Long before direct deposits and tax withholdings, before
time clocks and HR departments, there were slaves in ancient Babylon, circa
2300 B.C. Poor bastards were sold with written contracts like you’d sell a lawn
mower on Craigslist. No wages. No benefits. No pension plan. Just the hard
certainty of labor until death.
(And you thought YOUR boss was a hardass.)
In Ancient Egypt, things got a bit more civilized—if you
want to call it that. They had actual wage payments, housing provisions, even
regulations about when a fella could take a day off. A researcher named Ibrahim
Zulkarnain dug up evidence of what might be the first labor strike in recorded
history back in 1170 B.C. Imagine that—workers standing up and saying “enough’s
enough” while the goddamn pyramids were still practically new construction.
Fast forward to pre-industrial England, before the 1800s.
Cities like Liverpool and Manchester—names that even now carry the gritty taste
of coal dust and desperation—became what they called “centers of domestic
industry.” Sounds cozy, don’t it? Like maybe folks were knitting tea cozies by
the hearth. The reality was different. Whole families, from grandpa down to
little Timmy who should’ve been out playing stickball, worked themselves half
to death in their own homes.
They called it the “cottage industry,” but don’t let that
quaint name fool you. There wasn’t anything charming about it. Workers took raw
materials from the fat cats, turned them into finished goods, and got paid by
the piece. No pieces, no pay. Simple as that and twice as cruel.
You think the Sunday night blues are bad now? Imagine
watching your kids go hungry because the market for whatever tchotchkes you
were making suddenly dried up.
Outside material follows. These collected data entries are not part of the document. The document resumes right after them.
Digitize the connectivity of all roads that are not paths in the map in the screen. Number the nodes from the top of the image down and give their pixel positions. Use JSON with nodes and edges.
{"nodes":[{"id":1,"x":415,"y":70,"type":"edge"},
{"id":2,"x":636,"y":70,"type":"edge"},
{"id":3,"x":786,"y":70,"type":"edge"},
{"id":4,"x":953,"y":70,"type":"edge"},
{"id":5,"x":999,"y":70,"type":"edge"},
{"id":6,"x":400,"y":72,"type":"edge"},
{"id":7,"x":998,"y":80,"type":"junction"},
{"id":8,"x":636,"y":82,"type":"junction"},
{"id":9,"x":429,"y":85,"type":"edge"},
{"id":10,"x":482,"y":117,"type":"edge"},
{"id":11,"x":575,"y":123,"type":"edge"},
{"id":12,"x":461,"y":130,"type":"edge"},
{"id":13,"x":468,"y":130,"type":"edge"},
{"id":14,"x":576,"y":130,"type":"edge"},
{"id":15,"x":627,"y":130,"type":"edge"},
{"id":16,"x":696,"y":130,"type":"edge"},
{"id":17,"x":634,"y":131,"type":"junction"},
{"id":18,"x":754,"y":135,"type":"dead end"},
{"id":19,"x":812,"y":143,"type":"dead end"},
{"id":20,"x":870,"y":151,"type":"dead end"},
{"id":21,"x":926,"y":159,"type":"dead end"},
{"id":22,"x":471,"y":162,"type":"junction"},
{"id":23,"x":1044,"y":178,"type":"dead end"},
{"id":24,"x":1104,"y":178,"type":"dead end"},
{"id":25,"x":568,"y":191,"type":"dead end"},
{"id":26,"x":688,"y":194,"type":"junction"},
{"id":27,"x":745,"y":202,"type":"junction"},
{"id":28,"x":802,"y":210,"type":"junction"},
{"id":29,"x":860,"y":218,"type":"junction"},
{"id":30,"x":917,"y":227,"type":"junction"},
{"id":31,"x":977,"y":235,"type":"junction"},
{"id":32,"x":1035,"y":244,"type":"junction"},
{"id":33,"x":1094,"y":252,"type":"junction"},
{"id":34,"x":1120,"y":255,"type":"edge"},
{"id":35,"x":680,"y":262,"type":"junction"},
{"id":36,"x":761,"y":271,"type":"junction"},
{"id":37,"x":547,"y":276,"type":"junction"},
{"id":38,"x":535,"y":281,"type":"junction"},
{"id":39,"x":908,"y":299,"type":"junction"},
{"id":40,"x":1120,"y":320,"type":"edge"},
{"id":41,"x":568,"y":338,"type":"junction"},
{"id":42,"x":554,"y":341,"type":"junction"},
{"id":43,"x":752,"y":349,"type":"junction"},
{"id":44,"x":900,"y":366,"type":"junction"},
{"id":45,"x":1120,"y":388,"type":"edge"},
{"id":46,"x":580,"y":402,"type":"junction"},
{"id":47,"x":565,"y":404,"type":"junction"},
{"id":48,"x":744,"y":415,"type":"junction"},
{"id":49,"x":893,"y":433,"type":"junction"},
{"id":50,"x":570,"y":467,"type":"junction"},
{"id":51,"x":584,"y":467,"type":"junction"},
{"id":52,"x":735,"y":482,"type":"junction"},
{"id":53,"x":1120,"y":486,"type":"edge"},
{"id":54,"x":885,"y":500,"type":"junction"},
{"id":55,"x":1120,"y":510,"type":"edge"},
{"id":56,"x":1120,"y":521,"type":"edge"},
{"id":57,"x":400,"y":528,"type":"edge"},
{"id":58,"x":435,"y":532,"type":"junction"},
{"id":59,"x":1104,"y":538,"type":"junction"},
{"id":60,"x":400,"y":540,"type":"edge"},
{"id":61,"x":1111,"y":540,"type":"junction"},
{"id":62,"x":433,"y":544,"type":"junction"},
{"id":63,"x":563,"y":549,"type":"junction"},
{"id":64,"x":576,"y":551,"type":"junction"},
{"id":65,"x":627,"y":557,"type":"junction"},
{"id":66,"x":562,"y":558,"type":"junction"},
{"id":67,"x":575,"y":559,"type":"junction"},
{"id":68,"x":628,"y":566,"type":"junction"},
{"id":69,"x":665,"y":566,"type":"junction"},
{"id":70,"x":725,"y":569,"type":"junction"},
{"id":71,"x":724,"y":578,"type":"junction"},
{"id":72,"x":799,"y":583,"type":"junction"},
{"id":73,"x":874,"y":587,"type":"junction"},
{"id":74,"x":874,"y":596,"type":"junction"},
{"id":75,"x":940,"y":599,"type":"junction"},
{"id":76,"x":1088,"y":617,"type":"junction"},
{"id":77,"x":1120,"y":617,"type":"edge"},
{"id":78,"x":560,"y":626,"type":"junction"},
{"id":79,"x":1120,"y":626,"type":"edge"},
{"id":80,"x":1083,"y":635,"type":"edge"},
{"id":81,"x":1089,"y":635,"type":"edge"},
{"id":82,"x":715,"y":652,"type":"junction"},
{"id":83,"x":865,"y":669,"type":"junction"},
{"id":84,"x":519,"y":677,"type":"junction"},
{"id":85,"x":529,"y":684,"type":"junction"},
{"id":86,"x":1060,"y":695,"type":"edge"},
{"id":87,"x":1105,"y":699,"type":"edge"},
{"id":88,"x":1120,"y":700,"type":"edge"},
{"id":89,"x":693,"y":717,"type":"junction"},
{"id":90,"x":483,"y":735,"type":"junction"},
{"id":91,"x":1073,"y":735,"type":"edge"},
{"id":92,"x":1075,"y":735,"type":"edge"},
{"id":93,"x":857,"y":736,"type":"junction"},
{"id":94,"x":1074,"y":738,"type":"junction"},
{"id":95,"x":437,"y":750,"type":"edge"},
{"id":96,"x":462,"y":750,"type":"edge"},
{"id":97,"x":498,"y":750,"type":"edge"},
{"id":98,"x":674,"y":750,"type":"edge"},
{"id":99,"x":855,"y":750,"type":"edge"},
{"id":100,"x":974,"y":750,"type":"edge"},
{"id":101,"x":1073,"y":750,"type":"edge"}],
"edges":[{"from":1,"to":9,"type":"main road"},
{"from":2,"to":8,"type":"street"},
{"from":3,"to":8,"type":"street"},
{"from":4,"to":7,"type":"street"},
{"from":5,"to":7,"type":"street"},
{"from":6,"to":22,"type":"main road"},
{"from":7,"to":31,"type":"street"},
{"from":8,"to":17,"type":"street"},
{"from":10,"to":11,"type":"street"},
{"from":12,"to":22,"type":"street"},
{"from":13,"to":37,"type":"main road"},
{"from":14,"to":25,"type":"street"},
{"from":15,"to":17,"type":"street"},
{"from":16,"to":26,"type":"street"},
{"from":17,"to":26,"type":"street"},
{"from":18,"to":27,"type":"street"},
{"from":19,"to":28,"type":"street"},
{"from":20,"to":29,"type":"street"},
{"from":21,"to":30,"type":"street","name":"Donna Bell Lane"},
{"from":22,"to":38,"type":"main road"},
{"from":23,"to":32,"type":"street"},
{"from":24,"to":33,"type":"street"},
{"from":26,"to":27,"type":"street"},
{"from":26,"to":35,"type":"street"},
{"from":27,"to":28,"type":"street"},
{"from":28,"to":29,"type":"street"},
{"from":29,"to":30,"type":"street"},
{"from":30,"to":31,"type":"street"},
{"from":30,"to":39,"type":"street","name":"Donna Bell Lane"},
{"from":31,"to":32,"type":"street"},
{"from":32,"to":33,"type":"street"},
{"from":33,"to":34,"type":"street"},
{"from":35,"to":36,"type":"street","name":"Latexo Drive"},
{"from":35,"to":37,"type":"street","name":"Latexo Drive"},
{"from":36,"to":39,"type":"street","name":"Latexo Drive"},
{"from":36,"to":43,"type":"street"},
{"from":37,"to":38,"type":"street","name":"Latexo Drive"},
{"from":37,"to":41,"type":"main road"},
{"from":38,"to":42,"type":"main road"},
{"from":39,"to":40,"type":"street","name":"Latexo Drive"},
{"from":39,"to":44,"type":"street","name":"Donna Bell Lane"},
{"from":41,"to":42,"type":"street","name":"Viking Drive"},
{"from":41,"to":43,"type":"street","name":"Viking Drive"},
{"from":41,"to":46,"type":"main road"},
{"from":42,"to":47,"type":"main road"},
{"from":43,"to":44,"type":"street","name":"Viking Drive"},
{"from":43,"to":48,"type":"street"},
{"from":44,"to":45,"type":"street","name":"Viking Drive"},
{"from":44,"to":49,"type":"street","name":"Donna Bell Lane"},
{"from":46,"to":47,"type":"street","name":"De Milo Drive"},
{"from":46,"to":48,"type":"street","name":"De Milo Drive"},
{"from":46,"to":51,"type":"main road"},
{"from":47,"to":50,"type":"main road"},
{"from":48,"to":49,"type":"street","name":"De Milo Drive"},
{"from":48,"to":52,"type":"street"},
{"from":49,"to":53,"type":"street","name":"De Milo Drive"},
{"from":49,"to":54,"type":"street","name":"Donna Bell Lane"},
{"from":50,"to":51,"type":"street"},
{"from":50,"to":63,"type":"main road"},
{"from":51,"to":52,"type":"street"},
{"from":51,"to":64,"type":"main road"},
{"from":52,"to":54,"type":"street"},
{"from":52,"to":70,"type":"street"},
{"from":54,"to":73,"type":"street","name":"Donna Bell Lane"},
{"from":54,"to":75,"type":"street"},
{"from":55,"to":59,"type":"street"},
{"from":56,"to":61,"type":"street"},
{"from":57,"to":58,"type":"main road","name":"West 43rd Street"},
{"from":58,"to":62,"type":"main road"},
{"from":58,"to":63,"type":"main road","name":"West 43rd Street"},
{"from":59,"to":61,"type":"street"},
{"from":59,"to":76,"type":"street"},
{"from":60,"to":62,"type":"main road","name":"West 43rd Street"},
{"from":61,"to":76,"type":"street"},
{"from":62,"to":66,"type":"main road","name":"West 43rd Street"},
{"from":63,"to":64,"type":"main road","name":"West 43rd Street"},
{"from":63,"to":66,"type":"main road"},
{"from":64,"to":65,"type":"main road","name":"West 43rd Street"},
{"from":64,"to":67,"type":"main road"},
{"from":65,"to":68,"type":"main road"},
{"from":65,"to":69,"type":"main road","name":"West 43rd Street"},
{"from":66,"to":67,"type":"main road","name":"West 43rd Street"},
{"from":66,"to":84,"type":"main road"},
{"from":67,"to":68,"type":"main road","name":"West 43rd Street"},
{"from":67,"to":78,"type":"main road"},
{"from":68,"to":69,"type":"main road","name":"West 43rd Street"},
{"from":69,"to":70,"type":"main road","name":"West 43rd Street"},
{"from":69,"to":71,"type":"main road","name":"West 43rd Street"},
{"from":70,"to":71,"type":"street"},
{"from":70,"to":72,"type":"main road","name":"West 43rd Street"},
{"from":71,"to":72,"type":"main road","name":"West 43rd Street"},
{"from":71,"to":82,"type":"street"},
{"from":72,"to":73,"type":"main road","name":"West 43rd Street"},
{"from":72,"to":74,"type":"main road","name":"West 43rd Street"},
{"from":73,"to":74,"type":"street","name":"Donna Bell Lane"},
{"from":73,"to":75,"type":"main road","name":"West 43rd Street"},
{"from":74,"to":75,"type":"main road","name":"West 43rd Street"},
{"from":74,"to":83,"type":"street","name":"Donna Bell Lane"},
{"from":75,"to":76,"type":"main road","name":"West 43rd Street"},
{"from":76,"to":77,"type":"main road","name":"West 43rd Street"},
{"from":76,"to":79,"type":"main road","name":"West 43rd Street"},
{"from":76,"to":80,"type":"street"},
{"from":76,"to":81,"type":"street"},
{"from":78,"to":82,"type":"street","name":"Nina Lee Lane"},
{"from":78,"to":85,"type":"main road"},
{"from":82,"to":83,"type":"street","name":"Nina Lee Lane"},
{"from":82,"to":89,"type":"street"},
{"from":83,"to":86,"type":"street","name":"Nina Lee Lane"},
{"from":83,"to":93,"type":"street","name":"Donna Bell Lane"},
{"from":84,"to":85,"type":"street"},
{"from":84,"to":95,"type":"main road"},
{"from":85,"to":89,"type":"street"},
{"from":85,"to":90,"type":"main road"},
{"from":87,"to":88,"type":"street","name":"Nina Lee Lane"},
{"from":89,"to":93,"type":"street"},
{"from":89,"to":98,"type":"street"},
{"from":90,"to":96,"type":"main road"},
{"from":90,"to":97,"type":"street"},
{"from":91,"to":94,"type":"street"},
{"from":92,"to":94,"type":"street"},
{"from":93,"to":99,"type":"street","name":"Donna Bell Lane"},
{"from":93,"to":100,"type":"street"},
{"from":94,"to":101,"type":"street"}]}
These people didn’t know from one day to the
next what their income would be. Planning for the future? That’s a good one.
Might as well try planning which way the wind would blow.
Then came the Industrial Revolution, steamrolling through
society like one of those nightmares where you can’t run fast enough. The
machine age. The iron age. The age when humanity first heard the soul-crushing
rhythm of gears turning and never quite stopped hearing it.
Factories rose like modern-day fortresses. The cottage
workers threw down their hand tools and shuffled into these dark, belching
monuments to progress. And inside those walls, a new social order emerged: the
working class (poor suckers) and the owner class (lucky bastards).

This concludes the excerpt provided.